◆ Exercise
Extract exactly and only the lines of the data below, starting at the line with "ring dip: (1138, 731)" and stopping after the final line.

◆ Listed records

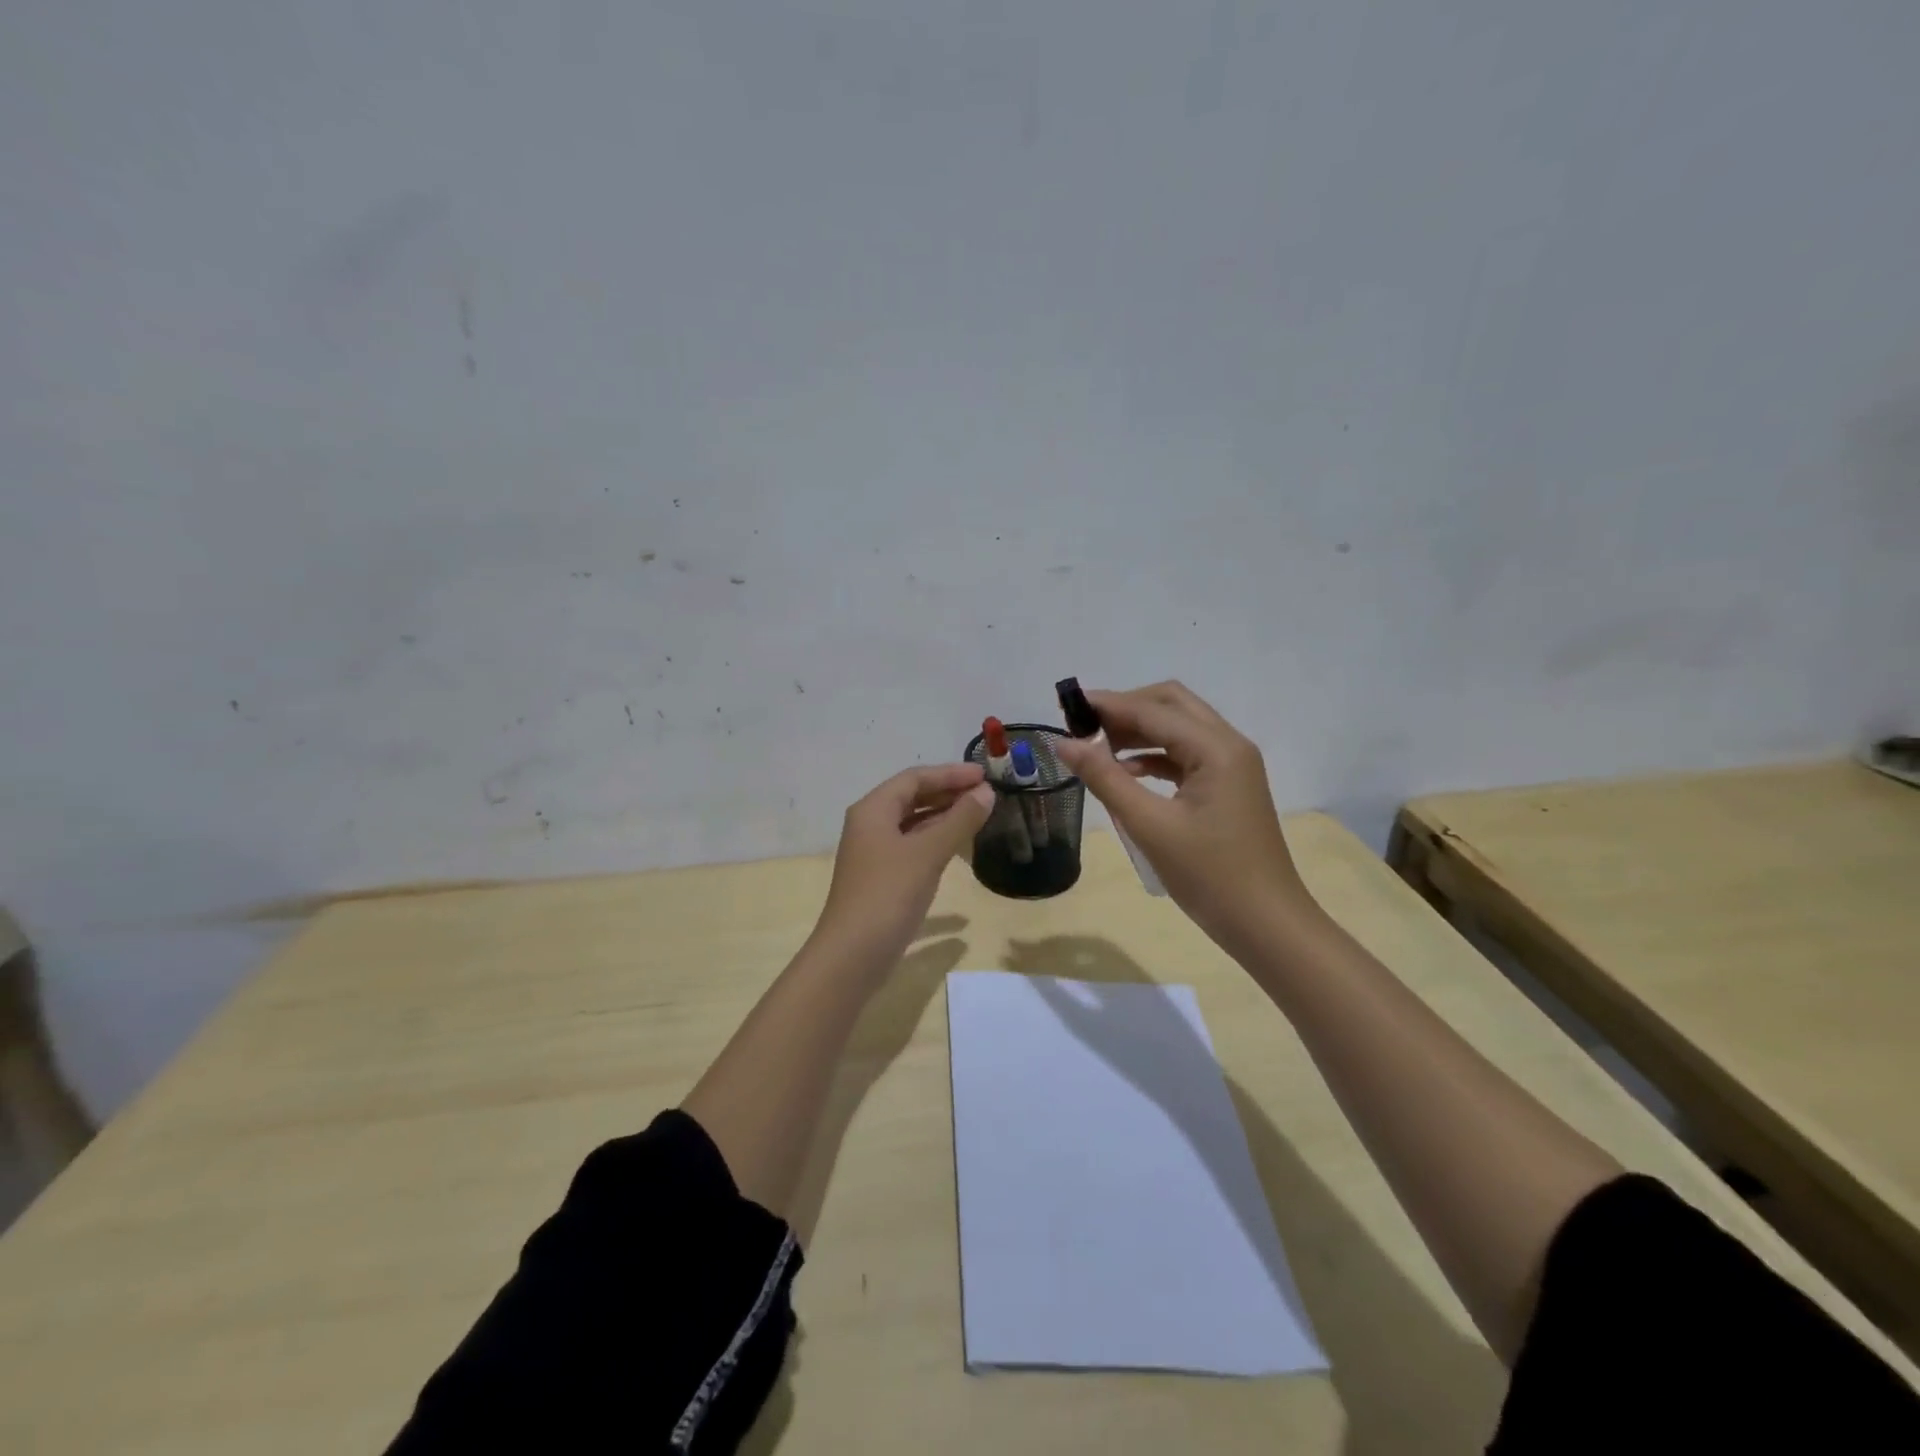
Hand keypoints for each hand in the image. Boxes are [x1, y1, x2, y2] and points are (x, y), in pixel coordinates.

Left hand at [813, 763, 994, 965]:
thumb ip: (959, 820)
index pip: (914, 778)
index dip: (950, 774)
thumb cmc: (888, 894)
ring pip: (913, 823)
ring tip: (978, 815)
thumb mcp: (928, 852)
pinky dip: (936, 841)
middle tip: (986, 794)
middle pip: (912, 797)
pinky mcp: (882, 878)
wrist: (853, 954)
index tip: (984, 776)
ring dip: (944, 816)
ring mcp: (875, 853)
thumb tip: (986, 793)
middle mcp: (870, 825)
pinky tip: (960, 850)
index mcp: (873, 809)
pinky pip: (913, 847)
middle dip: (948, 792)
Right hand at [1053, 682, 1316, 953]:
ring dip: (1138, 731)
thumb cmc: (1209, 875)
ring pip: (1178, 727)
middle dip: (1125, 709)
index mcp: (1216, 748)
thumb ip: (1105, 778)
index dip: (1107, 705)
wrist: (1266, 925)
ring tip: (1095, 748)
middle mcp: (1228, 744)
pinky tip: (1125, 772)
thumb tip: (1064, 743)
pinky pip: (1185, 754)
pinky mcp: (1228, 785)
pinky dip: (1153, 755)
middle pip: (1170, 704)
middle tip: (1083, 727)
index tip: (1066, 708)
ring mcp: (1231, 765)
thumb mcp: (1149, 826)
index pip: (1152, 710)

◆ Answer
ring dip: (1138, 731)
thumb cmc: (1209, 875)
ring pip: (1178, 727)
middle dip: (1125, 709)
index mcp: (1216, 748)
thumb ip: (1105, 778)
index dip: (1107, 705)
wrist: (1266, 925)
ring tip: (1095, 748)
middle mcp: (1228, 744)
pinky tip: (1125, 772)
thumb tip: (1064, 743)
pinky pip: (1185, 754)
pinky mcp: (1228, 785)
pinky dip: (1153, 755)
middle pip: (1170, 704)
middle tip: (1083, 727)
index tip: (1066, 708)
ring mcp: (1231, 765)
thumb mcp: (1149, 826)
index pip: (1152, 710)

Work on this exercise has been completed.